_Work order_: Copy every line of the data that contains the string "Ряжская".

_Records from a dataset_:
════════════════
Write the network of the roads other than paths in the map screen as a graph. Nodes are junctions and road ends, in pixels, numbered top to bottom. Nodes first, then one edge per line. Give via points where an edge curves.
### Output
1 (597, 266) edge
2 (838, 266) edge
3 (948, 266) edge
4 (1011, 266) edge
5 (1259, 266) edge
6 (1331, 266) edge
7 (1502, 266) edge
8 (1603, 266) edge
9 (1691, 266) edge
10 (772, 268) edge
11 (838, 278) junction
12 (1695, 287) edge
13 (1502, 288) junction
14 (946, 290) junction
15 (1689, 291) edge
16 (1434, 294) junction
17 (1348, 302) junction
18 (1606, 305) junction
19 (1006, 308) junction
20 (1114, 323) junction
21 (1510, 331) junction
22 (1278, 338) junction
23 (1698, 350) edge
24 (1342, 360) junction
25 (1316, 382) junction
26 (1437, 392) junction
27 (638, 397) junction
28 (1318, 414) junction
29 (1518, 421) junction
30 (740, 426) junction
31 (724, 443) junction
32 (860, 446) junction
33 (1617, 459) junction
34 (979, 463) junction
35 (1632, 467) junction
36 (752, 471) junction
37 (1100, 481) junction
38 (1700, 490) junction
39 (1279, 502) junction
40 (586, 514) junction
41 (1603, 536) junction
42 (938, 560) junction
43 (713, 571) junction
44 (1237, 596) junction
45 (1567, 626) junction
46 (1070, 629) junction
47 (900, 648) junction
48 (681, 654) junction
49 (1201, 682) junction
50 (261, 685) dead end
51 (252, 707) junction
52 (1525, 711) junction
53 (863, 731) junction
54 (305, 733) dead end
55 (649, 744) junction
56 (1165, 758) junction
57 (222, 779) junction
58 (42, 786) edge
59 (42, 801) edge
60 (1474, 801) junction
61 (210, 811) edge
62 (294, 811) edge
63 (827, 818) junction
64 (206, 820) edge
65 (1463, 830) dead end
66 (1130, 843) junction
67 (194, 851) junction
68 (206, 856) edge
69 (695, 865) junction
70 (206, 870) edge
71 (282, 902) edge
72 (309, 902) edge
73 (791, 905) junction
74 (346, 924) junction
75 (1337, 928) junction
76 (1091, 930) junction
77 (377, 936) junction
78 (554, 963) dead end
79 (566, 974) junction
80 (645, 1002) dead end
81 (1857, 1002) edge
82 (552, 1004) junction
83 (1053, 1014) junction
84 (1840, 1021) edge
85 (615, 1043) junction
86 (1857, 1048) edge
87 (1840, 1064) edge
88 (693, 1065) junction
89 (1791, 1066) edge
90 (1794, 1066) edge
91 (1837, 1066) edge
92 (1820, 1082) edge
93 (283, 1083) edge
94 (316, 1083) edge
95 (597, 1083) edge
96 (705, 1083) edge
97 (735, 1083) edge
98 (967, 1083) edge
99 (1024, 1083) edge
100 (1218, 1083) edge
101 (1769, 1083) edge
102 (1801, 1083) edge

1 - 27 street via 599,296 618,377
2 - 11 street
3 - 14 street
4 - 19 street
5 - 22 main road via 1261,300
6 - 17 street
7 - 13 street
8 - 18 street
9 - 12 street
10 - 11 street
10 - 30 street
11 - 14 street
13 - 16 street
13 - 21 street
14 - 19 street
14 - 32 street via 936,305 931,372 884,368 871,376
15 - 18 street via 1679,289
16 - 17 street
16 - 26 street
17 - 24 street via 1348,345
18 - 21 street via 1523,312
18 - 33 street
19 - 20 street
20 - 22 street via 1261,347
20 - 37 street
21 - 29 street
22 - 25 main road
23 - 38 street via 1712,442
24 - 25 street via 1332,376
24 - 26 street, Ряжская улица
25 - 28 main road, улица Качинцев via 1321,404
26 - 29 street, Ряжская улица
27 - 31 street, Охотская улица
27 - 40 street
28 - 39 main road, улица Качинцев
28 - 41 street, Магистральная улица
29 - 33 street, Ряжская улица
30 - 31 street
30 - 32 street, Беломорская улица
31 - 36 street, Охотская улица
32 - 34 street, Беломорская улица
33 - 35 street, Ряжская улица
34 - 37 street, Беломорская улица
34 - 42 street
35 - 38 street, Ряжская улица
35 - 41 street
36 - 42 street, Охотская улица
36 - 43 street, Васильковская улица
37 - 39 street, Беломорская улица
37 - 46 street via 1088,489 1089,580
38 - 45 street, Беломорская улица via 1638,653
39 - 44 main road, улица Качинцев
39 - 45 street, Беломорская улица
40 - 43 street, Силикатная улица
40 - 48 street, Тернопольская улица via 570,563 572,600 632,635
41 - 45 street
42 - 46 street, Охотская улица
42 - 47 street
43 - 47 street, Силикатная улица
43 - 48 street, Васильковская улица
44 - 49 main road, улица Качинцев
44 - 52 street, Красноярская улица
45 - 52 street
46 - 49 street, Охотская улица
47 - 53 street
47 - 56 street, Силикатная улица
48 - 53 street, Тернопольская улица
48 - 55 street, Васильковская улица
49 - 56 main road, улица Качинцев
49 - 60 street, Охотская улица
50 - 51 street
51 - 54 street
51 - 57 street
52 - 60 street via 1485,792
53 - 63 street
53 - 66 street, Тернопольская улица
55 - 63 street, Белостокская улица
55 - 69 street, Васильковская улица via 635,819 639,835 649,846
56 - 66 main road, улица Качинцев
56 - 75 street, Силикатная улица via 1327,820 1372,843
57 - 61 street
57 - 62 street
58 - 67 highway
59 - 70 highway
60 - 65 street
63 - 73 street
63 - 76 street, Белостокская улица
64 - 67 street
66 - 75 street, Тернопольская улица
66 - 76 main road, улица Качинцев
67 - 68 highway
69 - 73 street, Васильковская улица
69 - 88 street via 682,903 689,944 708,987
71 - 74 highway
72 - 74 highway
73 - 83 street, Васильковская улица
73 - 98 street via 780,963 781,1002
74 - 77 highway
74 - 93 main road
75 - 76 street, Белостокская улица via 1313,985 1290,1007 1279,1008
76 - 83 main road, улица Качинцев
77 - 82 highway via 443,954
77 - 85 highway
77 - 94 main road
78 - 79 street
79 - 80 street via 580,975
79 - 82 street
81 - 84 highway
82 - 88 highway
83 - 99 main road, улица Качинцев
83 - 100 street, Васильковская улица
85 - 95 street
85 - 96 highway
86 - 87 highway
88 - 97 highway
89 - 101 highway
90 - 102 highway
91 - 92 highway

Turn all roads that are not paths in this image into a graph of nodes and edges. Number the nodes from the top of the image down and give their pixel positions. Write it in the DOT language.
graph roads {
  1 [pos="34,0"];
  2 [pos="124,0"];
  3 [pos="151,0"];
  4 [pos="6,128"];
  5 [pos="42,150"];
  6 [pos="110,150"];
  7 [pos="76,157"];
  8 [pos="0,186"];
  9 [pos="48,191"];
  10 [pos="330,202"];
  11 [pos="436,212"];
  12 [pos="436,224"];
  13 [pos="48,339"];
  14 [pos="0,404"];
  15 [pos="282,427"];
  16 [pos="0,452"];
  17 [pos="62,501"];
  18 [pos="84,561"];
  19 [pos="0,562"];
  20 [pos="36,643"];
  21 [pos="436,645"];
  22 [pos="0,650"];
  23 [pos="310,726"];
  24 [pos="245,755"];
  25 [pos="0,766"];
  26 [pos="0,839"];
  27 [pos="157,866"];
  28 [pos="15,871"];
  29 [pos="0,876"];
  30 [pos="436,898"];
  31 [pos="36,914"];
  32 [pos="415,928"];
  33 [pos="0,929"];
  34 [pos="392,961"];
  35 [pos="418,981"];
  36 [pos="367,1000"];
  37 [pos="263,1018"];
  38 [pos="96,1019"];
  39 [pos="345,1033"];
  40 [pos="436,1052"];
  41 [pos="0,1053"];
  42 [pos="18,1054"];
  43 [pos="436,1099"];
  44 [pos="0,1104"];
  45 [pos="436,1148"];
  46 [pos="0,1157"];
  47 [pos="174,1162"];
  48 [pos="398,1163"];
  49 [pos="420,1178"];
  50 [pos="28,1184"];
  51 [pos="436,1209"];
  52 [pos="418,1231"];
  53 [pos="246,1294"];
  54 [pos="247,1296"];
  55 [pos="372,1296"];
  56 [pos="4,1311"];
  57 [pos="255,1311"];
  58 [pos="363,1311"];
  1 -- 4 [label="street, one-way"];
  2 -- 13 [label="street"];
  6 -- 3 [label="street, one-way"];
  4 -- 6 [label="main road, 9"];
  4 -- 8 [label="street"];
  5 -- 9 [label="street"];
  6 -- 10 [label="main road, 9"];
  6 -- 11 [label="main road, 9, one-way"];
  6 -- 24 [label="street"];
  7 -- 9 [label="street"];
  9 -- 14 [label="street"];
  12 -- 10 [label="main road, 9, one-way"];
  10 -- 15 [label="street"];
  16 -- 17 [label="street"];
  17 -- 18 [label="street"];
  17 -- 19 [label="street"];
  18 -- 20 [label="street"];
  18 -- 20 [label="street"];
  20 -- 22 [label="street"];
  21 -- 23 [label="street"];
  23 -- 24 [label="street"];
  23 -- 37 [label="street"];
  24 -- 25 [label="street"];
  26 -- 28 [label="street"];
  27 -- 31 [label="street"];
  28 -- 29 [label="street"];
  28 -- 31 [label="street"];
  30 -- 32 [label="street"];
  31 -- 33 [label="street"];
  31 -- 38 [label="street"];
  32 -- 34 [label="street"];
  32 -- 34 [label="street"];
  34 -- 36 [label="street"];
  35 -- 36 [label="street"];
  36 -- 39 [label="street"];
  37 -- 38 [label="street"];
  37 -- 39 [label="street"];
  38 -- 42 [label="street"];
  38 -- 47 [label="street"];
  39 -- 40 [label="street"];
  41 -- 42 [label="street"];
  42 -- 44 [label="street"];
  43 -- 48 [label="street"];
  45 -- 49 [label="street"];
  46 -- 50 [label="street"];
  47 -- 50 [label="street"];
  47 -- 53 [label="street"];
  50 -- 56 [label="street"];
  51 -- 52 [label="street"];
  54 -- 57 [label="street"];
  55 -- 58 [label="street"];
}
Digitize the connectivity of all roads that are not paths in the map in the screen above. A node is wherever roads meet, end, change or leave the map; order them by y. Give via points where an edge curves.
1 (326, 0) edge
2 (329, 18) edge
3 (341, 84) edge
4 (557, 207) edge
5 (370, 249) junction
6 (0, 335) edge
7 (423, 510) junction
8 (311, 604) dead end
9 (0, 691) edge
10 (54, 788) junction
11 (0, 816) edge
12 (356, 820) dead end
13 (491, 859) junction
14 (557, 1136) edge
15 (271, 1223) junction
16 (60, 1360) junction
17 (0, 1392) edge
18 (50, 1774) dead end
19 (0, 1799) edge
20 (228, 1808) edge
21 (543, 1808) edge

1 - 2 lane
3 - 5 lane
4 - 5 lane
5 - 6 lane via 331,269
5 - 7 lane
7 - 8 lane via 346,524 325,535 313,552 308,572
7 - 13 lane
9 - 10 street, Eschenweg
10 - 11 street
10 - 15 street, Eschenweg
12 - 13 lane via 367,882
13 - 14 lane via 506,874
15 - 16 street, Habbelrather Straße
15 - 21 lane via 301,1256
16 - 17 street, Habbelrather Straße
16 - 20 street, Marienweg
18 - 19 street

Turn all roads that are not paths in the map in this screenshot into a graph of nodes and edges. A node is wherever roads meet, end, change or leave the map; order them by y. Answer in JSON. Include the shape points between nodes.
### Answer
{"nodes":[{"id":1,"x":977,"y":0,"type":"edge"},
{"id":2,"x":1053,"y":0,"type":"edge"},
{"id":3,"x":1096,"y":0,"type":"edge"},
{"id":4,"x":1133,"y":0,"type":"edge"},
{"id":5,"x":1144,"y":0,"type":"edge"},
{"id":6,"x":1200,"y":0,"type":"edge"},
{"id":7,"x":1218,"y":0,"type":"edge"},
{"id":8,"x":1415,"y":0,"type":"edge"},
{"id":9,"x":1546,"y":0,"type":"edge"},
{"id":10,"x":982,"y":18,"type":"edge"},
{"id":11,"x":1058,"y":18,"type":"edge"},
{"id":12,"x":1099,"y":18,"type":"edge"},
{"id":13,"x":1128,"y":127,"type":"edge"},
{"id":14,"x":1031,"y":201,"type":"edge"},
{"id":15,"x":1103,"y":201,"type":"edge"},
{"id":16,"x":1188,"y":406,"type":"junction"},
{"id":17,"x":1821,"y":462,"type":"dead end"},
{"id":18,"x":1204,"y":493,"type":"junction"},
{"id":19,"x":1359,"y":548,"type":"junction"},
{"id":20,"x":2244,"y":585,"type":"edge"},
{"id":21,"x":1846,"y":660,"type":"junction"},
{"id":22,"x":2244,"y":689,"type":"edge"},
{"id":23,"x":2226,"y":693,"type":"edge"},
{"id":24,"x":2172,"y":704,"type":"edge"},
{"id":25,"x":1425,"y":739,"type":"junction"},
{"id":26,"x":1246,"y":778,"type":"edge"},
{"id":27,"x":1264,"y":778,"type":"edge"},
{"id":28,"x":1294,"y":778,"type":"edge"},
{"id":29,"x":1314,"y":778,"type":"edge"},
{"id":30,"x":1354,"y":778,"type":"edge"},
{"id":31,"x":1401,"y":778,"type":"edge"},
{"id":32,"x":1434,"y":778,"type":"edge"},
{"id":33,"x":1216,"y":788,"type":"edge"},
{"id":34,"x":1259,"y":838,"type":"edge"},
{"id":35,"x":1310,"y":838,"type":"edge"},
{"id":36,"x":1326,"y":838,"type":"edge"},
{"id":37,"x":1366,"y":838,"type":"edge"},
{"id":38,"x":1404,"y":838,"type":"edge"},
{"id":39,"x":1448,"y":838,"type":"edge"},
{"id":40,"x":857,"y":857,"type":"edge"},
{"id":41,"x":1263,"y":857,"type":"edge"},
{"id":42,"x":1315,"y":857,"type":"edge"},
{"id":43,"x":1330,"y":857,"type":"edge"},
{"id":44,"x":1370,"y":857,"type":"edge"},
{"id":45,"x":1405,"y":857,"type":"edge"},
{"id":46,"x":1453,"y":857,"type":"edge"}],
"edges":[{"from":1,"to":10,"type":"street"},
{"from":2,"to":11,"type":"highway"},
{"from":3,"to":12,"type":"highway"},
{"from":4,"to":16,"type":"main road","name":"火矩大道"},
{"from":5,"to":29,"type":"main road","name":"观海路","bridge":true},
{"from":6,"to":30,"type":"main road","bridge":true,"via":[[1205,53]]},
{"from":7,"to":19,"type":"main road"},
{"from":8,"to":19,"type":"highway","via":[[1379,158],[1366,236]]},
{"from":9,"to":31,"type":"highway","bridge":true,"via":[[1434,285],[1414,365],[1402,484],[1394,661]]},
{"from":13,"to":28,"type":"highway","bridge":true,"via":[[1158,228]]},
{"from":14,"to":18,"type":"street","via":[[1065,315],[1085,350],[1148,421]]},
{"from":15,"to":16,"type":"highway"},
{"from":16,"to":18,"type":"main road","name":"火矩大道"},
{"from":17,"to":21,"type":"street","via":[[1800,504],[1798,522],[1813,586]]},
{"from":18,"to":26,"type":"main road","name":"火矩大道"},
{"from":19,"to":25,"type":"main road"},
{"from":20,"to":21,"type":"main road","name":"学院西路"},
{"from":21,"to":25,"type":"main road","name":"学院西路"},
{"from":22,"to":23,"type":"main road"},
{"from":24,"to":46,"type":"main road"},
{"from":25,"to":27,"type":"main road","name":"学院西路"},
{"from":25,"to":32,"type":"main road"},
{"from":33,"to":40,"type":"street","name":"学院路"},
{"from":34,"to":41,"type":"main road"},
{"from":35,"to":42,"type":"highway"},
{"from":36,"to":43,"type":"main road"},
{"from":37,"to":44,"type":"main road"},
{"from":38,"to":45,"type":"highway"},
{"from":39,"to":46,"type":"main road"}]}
════════════════
_Exercise response_:
24 - 26 street, Ряжская улица
26 - 29 street, Ряжская улица
29 - 33 street, Ряжская улица
33 - 35 street, Ряжская улица
35 - 38 street, Ряжская улица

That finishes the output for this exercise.